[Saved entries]
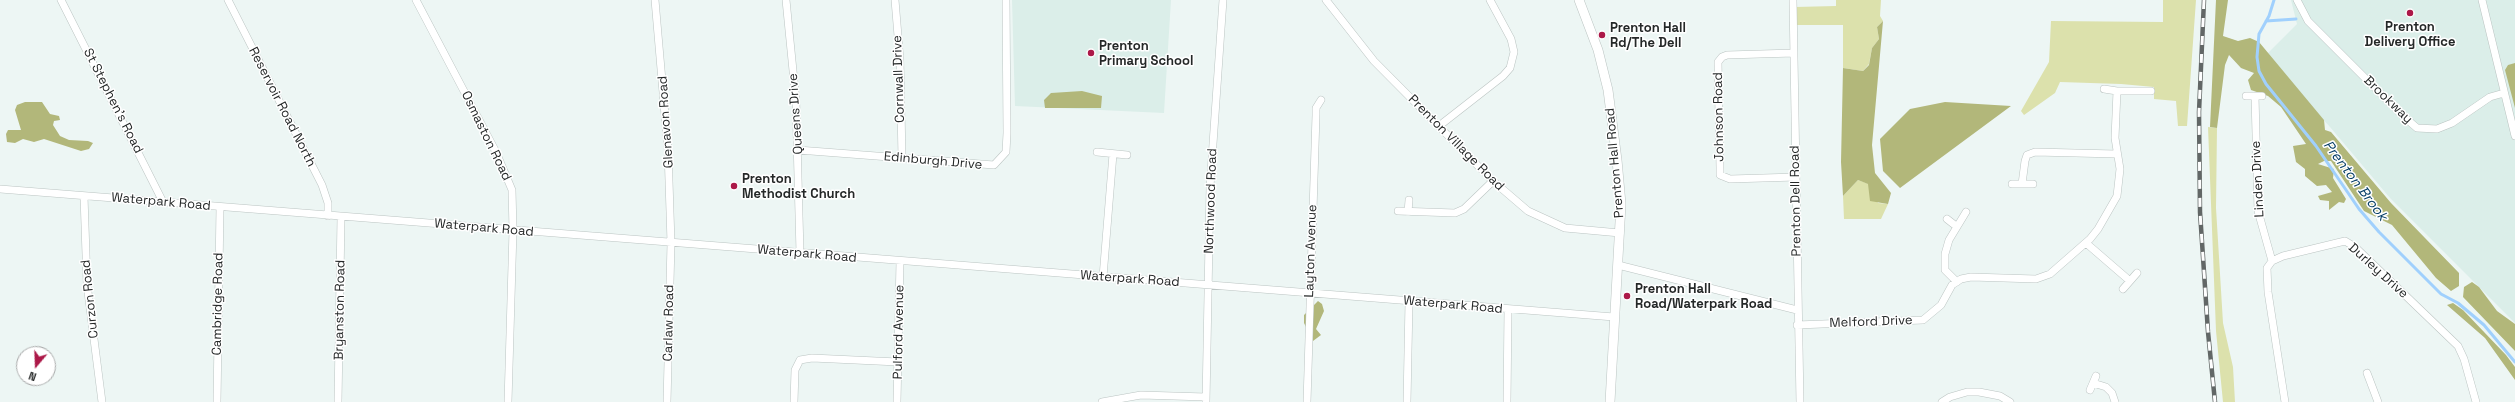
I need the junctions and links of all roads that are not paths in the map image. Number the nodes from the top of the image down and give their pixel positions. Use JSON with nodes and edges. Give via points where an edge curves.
{"nodes":[{"id":1,"x":61,"y":0,"type":"edge"},
{"id":2,"x":228,"y":0,"type":"edge"},
{"id":3,"x":416,"y":0,"type":"edge"},
{"id":4,"x":655,"y":0,"type":"edge"},
{"id":5,"x":786,"y":0,"type":"edge"},
{"id":6,"x":895,"y":0,"type":"edge"},
{"id":7,"x":1006,"y":0,"type":"edge"},
{"id":8,"x":1223,"y":0,"type":"edge"},
{"id":9,"x":1326,"y":0,"type":"edge"},
{"id":10,"x":1490,"y":0,"type":"edge"},
{"id":11,"x":1579,"y":0,"type":"edge"},
{"id":12,"x":1793,"y":0,"type":"edge"},
{"id":13,"x":2298,"y":0,"type":"edge"},
{"id":14,"x":2482,"y":0,"type":"edge"},
{"id":15,"x":1794,"y":53,"type":"junction"},
{"id":16,"x":2104,"y":89,"type":"dead end"},
{"id":17,"x":2117,"y":91,"type":"junction"},
{"id":18,"x":2151,"y":91,"type":"dead end"},
{"id":19,"x":2504,"y":93,"type":"junction"},
{"id":20,"x":2246,"y":96,"type":"dead end"},
{"id":21,"x":1320,"y":100,"type":"dead end"},
{"id":22,"x":1439,"y":126,"type":"junction"},
{"id":23,"x":2515,"y":136,"type":"edge"},
{"id":24,"x":798,"y":150,"type":"junction"},
{"id":25,"x":1097,"y":152,"type":"dead end"},
{"id":26,"x":1113,"y":154,"type":"junction"},
{"id":27,"x":2116,"y":154,"type":"junction"},
{"id":28,"x":1127,"y":155,"type":"dead end"},
{"id":29,"x":902,"y":158,"type":"junction"},
{"id":30,"x":1796,"y":177,"type":"junction"},
{"id":31,"x":1493,"y":181,"type":"junction"},
{"id":32,"x":2012,"y":184,"type":"dead end"},
{"id":33,"x":2022,"y":184,"type":"junction"},
{"id":34,"x":2033,"y":184,"type":"dead end"},
{"id":35,"x":0,"y":189,"type":"edge"},
{"id":36,"x":84,"y":196,"type":"junction"},
{"id":37,"x":1409,"y":200,"type":"dead end"},
{"id":38,"x":163,"y":202,"type":"junction"},
{"id":39,"x":220,"y":207,"type":"junction"},
{"id":40,"x":1398,"y":211,"type":"dead end"},
{"id":41,"x":1408,"y":212,"type":"junction"},
{"id":42,"x":1966,"y":212,"type":"dead end"},
{"id":43,"x":328,"y":216,"type":"junction"},
{"id":44,"x":341,"y":217,"type":"junction"},
{"id":45,"x":1947,"y":219,"type":"dead end"},
{"id":46,"x":1956,"y":226,"type":"junction"},
{"id":47,"x":513,"y":230,"type":"junction"},
{"id":48,"x":1620,"y":233,"type":"junction"},
{"id":49,"x":2086,"y":243,"type":"junction"},
{"id":50,"x":671,"y":244,"type":"junction"},
{"id":51,"x":800,"y":253,"type":"junction"},
{"id":52,"x":900,"y":261,"type":"junction"},
{"id":53,"x":2272,"y":261,"type":"junction"},
{"id":54,"x":1618,"y":265,"type":"junction"},
{"id":55,"x":2137,"y":273,"type":"dead end"},
{"id":56,"x":1103,"y":277,"type":"junction"},
{"id":57,"x":2130,"y":281,"type":"junction"},
{"id":58,"x":1957,"y":282,"type":"junction"},
{"id":59,"x":1208,"y":285,"type":"junction"},
{"id":60,"x":2123,"y":289,"type":"dead end"},
{"id":61,"x":1309,"y":293,"type":"junction"},
{"id":62,"x":1410,"y":302,"type":"junction"},
{"id":63,"x":1508,"y":310,"type":"junction"},
{"id":64,"x":1797,"y":310,"type":"junction"},
{"id":65,"x":1614,"y":317,"type":"junction"},
{"id":66,"x":1797,"y":325,"type":"junction"},
{"id":67,"x":898,"y":362,"type":"junction"},
{"id":68,"x":2367,"y":373,"type":"dead end"},
{"id":69,"x":2090,"y":390,"type":"dead end"},
{"id":70,"x":1206,"y":399,"type":"edge"},
{"id":71,"x":102,"y":402,"type":"edge"},
{"id":72,"x":218,"y":402,"type":"edge"},
{"id":73,"x":338,"y":402,"type":"edge"},
{"id":74,"x":508,"y":402,"type":"edge"},
{"id":75,"x":667,"y":402,"type":"edge"},
{"id":76,"x":794,"y":402,"type":"edge"},
{"id":77,"x":897,"y":402,"type":"edge"},
{"id":78,"x":1102,"y":402,"type":"edge"},
{"id":79,"x":1307,"y":402,"type":"edge"},
{"id":80,"x":1407,"y":402,"type":"edge"},
{"id":81,"x":1507,"y":402,"type":"edge"},
{"id":82,"x":1610,"y":402,"type":"edge"},
{"id":83,"x":1800,"y":402,"type":"edge"},
{"id":84,"x":1942,"y":402,"type":"edge"},
{"id":85,"x":2010,"y":402,"type":"edge"},
{"id":86,"x":2115,"y":402,"type":"edge"},
{"id":87,"x":2285,"y":402,"type":"edge"},
{"id":88,"x":2378,"y":402,"type":"edge"},
{"id":89,"x":2476,"y":402,"type":"edge"}],
"edges":[{"from":1,"to":38,"type":"street","name":"St Stephen's Road"},
{"from":2,"to":43,"type":"street","name":"Reservoir Road North","via":[[322,185],[328,203]]},
{"from":3,"to":47,"type":"street","name":"Osmaston Road","via":[[496,152],[512,190]]},
{"from":4,"to":50,"type":"street","name":"Glenavon Road","via":[[668,150]]},
{"from":5,"to":24,"type":"street","name":"Queens Drive"},
{"from":6,"to":29,"type":"street","name":"Cornwall Drive","via":[[900,60]]},
{"from":7,"to":29,"type":"street","name":"Edinburgh Drive","via":[[1006,152],[994,165]]},
{"from":8,"to":59,"type":"street","name":"Northwood Road","via":[[1210,187]]},
{"from":9,"to":22,"type":"street","name":"Prenton Village Road","via":[[1374,61]]},
{"from":10,"to":22,"type":"street","via":[[1511,40],[1514,52],[1510,68],[1504,76]]},
{"from":11,"to":48,"type":"street","name":"Prenton Hall Road","via":[[1598,50],[1613,117],[1621,204]]},
{"from":12,"to":15,"type":"street","name":"Prenton Dell Road"},
{"from":13,"to":19,"type":"street","name":"Brookway","via":[[2308,21],[2417,128],[2437,129],[2452,123],[2490,97]]},
{"from":14,"to":19,"type":"street"},
{"from":15,"to":30,"type":"street","name":"Prenton Dell Road"},
{"from":15,"to":30,"type":"street","name":"Johnson Road","via":[[1727,55],[1718,62],[1720,174],[1730,179]]},
{"from":16,"to":17,"type":"street"},
{"from":17,"to":18,"type":"street"},
{"from":17,"to":27,"type":"street"},
{"from":19,"to":23,"type":"street"},
{"from":20,"to":53,"type":"street","name":"Linden Drive","via":[[2258,96],[2258,211]]},
{"from":21,"to":61,"type":"street","name":"Layton Avenue","via":[[1316,114]]},
{"from":22,"to":31,"type":"street","name":"Prenton Village Road"},
{"from":24,"to":29,"type":"street","name":"Edinburgh Drive"},
{"from":24,"to":51,"type":"street","name":"Queens Drive"},
{"from":25,"to":26,"type":"street"},
{"from":26,"to":28,"type":"street"},
{"from":26,"to":56,"type":"street"},
{"from":27,"to":33,"type":"street","via":[[2036,152],[2027,155],[2024,161]]},
{"from":27,"to":49,"type":"street","via":[[2120,169],[2117,196],[2098,229]]},
{"from":30,"to":64,"type":"street","name":"Prenton Dell Road"},
{"from":31,"to":41,"type":"street","via":[[1455,213]]},
{"from":31,"to":48,"type":"street","name":"Prenton Village Road","via":[[1528,212],[1565,228]]},
{"from":32,"to":33,"type":"street"},
{"from":33,"to":34,"type":"street"},
{"from":35,"to":36,"type":"street","name":"Waterpark Road"},
{"from":36,"to":38,"type":"street","name":"Waterpark Road"},
{"from":36,"to":71,"type":"street","name":"Curzon Road","via":[[87,284]]},
{"from":37,"to":41,"type":"street"},
{"from":38,"to":39,"type":"street","name":"Waterpark Road"},
{"from":39,"to":43,"type":"street","name":"Waterpark Road"},
{"from":39,"to":72,"type":"street","name":"Cambridge Road"},
{"from":40,"to":41,"type":"street"},
{"from":42,"to":46,"type":"street"},
{"from":43,"to":44,"type":"street","name":"Waterpark Road"},
{"from":44,"to":47,"type":"street","name":"Waterpark Road"},
{"from":44,"to":73,"type":"street","name":"Bryanston Road"},
{"from":45,"to":46,"type":"street"},
{"from":46,"to":58,"type":"street","via":[[1945,254],[1945,270]]},
{"from":47,"to":50,"type":"street","name":"Waterpark Road"},
{"from":47,"to":74,"type":"street","name":"Osmaston Road"},
{"from":48,"to":54,"type":"street","name":"Prenton Hall Road"},
{"from":49,"to":57,"type":"street"},
{"from":49,"to":58,"type":"street","via":[[2050,274],[2036,279],[1971,277]]},
{"from":50,"to":51,"type":"street","name":"Waterpark Road"},
{"from":50,"to":75,"type":"street","name":"Carlaw Road"},
{"from":51,"to":52,"type":"street","name":"Waterpark Road"},
{"from":52,"to":56,"type":"street","name":"Waterpark Road"},
{"from":52,"to":67,"type":"street","name":"Pulford Avenue"},
{"from":53,"to":87,"type":"street","via":[[2267,268],[2266,276]]},
{"from":53,"to":89,"type":"street","name":"Durley Drive","via":[[2336,242],[2345,241],[2355,247],[2458,346]]},
{"from":54,"to":64,"type":"street"},
{"from":54,"to":65,"type":"street","name":"Prenton Hall Road"},
{"from":55,"to":57,"type":"street"},
{"from":56,"to":59,"type":"street","name":"Waterpark Road"},
{"from":57,"to":60,"type":"street"},
{"from":58,"to":66,"type":"street","name":"Melford Drive","via":[[1952,285],[1941,305],[1924,320]]},
{"from":59,"to":61,"type":"street","name":"Waterpark Road"},
{"from":59,"to":70,"type":"street","name":"Northwood Road"},
{"from":61,"to":62,"type":"street","name":"Waterpark Road"},
{"from":61,"to":79,"type":"street","name":"Layton Avenue"},
{"from":62,"to":63,"type":"street","name":"Waterpark Road"},
{"from":62,"to":80,"type":"street"},
{"from":63,"to":65,"type":"street","name":"Waterpark Road"},
{"from":63,"to":81,"type":"street"},
{"from":64,"to":66,"type":"street","name":"Prenton Dell Road"},
{"from":65,"to":82,"type":"street","name":"Prenton Hall Road"},
{"from":66,"to":83,"type":"street","name":"Prenton Dell Road"},
{"from":67,"to":76,"type":"street","via":[[812,358],[800,360],[796,364]]},
{"from":67,"to":77,"type":"street","name":"Pulford Avenue"},
{"from":68,"to":88,"type":"street"},
{"from":69,"to":86,"type":"street","via":[[2094,379],[2112,393]]},
{"from":70,"to":78,"type":"street","via":[[1141,395]]},
{"from":84,"to":85,"type":"street","via":[[1966,392],[1991,394]]}]}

Work to be completed
Report each line of the records that holds the word "Avenue".

Written solution
{"from":21,"to":61,"type":"street","name":"Layton Avenue","via":[[1316,114]]},
{"from":52,"to":67,"type":"street","name":"Pulford Avenue"},
{"from":61,"to":79,"type":"street","name":"Layton Avenue"},
{"from":67,"to":77,"type":"street","name":"Pulford Avenue"},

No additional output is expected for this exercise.